##### Information shown

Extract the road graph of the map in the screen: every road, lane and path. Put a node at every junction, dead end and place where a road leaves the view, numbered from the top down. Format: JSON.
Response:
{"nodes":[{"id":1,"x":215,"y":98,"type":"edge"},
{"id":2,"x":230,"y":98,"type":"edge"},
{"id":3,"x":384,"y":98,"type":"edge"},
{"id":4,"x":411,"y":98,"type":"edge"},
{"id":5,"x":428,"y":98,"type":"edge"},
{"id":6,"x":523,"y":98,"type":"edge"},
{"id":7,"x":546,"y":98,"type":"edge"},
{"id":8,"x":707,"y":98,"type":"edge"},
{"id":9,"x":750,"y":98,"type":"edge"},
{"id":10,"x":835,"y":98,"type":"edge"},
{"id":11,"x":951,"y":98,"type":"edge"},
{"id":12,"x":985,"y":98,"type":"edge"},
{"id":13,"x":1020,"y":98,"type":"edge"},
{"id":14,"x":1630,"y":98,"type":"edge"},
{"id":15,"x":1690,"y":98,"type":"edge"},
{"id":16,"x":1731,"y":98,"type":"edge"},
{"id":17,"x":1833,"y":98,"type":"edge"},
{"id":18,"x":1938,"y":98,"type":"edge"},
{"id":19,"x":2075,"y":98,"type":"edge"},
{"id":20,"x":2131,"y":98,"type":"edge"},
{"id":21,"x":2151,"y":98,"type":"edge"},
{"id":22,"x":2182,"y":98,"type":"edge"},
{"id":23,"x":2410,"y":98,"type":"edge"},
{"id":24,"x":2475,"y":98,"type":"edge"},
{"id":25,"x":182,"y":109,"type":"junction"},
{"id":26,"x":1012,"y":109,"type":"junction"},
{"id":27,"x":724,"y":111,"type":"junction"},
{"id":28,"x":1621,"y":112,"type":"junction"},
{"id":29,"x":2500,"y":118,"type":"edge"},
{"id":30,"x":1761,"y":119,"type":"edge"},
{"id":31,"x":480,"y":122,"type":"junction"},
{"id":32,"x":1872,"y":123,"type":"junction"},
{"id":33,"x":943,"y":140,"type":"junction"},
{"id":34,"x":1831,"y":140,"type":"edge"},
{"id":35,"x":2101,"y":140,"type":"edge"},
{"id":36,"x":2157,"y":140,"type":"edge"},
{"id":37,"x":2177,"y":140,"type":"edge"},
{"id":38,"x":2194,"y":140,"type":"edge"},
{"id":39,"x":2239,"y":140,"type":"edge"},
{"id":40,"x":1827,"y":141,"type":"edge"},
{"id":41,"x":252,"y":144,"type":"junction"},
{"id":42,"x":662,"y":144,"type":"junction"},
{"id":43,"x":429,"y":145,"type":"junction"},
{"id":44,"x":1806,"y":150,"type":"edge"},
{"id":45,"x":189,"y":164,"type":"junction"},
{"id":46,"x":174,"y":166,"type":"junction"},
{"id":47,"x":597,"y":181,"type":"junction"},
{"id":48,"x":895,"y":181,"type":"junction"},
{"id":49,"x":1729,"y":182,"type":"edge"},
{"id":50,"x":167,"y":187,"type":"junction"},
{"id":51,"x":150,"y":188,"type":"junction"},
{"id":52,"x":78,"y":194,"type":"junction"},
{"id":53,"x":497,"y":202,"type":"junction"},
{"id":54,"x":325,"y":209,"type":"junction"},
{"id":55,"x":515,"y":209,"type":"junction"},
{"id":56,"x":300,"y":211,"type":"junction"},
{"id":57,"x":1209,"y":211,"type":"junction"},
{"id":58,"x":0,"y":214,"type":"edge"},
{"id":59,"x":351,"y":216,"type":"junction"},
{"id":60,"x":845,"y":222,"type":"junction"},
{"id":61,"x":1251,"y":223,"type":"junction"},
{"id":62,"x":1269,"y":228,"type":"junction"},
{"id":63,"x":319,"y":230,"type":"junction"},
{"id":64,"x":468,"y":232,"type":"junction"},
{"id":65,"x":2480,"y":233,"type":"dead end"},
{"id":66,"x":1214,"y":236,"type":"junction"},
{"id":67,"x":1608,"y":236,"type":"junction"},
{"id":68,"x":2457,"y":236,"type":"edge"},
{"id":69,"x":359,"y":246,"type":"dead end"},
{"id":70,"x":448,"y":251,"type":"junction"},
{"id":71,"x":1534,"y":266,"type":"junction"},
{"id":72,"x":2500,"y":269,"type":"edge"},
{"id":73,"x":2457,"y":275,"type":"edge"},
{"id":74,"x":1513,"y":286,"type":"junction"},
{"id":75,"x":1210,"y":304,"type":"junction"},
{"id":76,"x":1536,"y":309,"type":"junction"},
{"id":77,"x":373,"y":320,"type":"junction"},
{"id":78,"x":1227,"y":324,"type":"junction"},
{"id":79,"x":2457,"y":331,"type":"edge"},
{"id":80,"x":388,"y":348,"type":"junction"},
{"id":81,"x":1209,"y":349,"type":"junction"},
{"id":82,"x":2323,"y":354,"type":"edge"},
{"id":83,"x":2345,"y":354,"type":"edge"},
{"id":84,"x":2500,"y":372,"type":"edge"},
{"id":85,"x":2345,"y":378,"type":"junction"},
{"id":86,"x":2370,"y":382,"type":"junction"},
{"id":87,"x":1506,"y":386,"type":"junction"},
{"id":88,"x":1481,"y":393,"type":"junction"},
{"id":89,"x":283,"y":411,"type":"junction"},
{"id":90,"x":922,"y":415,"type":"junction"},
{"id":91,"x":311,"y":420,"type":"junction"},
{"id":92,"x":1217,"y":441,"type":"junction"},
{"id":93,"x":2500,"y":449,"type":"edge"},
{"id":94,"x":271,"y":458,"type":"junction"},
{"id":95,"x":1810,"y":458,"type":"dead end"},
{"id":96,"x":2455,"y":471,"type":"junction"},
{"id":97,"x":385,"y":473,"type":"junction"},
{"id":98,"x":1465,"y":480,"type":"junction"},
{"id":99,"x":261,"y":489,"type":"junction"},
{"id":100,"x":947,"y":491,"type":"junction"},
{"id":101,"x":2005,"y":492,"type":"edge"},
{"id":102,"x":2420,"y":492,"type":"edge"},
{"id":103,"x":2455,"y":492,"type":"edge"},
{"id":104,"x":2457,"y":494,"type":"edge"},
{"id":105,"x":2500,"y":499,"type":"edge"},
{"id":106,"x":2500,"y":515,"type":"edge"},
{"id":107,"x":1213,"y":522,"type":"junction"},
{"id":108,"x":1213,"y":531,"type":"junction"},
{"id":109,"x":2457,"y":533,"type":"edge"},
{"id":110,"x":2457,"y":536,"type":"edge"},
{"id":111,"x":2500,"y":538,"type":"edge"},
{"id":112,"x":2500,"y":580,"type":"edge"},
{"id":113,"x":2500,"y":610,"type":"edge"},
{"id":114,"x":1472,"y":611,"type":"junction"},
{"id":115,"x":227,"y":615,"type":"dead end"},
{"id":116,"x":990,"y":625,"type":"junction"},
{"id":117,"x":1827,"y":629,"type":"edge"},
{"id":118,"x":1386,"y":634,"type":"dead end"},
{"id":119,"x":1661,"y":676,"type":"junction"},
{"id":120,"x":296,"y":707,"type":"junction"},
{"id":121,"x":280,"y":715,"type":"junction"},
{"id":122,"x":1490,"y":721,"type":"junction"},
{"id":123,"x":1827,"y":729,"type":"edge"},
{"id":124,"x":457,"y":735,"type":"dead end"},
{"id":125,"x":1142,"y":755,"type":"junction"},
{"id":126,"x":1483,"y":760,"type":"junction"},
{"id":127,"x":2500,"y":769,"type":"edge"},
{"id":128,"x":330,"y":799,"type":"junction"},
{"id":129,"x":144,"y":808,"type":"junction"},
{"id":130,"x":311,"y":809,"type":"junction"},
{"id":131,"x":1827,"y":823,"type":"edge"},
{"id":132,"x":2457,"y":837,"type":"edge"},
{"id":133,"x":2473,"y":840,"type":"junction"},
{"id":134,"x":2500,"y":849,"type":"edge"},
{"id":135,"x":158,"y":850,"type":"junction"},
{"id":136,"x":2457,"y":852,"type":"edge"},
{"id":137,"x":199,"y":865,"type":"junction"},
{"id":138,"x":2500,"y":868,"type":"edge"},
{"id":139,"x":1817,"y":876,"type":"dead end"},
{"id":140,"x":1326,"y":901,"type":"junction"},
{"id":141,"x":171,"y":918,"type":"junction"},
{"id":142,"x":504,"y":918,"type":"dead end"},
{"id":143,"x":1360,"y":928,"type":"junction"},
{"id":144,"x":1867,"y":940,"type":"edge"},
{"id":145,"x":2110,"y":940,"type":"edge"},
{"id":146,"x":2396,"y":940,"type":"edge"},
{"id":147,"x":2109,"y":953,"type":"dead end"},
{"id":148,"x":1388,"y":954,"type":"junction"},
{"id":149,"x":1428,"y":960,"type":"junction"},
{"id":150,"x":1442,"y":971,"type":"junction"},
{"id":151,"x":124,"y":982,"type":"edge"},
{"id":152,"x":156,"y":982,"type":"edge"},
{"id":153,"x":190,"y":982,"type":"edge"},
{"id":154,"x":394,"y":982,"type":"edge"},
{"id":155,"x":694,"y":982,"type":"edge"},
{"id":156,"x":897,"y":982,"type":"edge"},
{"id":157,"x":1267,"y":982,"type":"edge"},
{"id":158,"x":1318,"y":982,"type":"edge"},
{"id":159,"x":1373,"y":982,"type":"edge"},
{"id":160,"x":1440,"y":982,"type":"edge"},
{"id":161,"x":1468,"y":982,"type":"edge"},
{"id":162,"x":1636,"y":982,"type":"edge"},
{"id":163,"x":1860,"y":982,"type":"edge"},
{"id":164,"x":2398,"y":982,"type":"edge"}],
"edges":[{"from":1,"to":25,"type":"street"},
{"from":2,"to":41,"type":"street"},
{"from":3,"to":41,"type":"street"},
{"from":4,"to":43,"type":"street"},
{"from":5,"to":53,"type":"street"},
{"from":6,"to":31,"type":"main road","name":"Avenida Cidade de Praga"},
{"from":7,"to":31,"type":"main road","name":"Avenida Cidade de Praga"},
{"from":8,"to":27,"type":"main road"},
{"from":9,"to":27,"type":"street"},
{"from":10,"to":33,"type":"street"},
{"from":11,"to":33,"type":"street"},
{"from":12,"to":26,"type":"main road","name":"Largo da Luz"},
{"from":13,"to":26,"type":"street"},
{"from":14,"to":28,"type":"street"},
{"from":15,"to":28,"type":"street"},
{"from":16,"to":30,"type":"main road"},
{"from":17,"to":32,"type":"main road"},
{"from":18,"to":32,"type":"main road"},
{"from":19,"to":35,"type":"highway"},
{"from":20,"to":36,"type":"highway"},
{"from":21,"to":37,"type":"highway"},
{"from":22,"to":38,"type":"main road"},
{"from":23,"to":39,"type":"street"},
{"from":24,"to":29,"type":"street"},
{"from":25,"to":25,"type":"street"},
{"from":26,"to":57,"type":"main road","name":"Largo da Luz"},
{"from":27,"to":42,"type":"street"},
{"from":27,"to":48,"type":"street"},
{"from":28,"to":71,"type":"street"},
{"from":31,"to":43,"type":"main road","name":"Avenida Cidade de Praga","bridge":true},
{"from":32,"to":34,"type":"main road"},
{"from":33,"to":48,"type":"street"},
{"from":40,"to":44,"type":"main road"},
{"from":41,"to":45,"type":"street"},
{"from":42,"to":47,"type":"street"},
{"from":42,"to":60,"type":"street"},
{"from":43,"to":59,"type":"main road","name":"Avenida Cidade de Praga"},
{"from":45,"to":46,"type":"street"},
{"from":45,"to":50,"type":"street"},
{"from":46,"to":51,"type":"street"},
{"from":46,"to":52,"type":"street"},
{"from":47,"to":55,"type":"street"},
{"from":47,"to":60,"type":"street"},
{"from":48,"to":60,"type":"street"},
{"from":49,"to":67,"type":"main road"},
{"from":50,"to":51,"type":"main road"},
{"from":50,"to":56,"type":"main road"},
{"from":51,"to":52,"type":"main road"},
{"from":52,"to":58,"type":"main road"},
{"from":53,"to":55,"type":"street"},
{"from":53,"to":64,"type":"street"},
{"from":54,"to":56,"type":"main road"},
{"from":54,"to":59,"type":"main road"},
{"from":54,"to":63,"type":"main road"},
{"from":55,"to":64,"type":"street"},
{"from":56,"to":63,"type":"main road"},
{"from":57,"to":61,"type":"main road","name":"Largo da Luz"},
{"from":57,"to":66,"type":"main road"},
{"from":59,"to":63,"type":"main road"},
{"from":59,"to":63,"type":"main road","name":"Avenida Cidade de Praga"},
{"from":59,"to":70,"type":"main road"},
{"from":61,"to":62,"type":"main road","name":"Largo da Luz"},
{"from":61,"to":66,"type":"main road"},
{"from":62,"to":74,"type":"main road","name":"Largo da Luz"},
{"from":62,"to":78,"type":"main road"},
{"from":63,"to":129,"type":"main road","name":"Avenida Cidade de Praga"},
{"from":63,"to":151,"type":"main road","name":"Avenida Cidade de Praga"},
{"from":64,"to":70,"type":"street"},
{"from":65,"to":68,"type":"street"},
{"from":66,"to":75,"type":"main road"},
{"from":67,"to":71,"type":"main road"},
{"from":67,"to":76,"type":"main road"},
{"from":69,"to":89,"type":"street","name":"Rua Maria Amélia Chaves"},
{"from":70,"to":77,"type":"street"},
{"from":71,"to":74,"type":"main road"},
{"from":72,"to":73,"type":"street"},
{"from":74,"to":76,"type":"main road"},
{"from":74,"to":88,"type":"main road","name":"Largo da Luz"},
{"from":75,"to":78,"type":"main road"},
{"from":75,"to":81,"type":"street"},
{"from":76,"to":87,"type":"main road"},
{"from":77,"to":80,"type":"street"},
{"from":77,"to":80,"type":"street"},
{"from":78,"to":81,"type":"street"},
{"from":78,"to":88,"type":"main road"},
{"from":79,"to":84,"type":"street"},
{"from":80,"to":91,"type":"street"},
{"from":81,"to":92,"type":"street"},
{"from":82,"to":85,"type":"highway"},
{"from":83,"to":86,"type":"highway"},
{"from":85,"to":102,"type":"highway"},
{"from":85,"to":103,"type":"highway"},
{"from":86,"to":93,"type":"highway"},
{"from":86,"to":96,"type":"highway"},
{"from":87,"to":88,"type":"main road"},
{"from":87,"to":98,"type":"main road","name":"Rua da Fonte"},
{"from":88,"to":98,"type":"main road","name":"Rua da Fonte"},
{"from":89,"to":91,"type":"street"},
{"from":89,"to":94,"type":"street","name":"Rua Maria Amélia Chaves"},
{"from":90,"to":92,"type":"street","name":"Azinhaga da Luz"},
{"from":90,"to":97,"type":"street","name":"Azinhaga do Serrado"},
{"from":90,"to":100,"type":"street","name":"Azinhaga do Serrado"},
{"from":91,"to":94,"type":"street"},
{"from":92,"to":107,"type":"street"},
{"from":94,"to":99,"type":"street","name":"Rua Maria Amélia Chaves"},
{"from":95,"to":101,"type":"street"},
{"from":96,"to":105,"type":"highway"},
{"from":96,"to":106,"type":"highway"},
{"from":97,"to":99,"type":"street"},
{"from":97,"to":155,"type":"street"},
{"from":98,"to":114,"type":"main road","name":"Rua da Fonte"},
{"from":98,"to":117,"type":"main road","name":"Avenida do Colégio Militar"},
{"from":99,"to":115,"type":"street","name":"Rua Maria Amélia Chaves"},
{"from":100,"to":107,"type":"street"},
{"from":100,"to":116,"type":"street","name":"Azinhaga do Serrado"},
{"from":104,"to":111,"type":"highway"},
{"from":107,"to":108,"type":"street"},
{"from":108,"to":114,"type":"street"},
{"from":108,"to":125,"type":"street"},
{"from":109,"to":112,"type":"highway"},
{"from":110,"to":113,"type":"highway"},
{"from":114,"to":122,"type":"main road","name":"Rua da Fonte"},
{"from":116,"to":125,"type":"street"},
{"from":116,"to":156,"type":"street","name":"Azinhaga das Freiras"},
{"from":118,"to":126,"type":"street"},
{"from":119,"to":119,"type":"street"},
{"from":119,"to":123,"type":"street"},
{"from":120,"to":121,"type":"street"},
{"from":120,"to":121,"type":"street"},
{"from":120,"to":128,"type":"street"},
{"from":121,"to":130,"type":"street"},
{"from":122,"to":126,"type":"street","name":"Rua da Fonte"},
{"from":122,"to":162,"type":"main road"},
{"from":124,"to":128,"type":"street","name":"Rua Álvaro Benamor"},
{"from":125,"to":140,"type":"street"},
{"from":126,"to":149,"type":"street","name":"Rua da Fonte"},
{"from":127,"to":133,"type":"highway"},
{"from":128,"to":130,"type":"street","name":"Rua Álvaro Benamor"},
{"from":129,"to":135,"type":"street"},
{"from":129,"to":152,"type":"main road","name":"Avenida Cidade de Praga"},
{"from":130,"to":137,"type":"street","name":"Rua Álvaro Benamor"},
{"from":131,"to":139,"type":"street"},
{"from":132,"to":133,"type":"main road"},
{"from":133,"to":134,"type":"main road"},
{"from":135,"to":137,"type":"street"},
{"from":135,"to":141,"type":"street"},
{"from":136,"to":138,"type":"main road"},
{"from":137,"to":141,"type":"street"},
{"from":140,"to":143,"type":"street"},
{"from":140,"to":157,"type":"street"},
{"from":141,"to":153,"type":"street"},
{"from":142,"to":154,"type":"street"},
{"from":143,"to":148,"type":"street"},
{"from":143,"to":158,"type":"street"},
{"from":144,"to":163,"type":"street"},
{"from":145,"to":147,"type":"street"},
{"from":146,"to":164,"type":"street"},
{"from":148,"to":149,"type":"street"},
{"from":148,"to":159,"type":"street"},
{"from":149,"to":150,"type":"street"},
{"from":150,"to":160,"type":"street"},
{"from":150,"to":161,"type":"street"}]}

##########

Exercise description — Each line holding the word "Azinhaga" must be pulled from the records.

Final answer —
{"from":90,"to":92,"type":"street","name":"Azinhaga da Luz"},
{"from":90,"to":97,"type":"street","name":"Azinhaga do Serrado"},
{"from":90,"to":100,"type":"street","name":"Azinhaga do Serrado"},
{"from":100,"to":116,"type":"street","name":"Azinhaga do Serrado"},
{"from":116,"to":156,"type":"street","name":"Azinhaga das Freiras"},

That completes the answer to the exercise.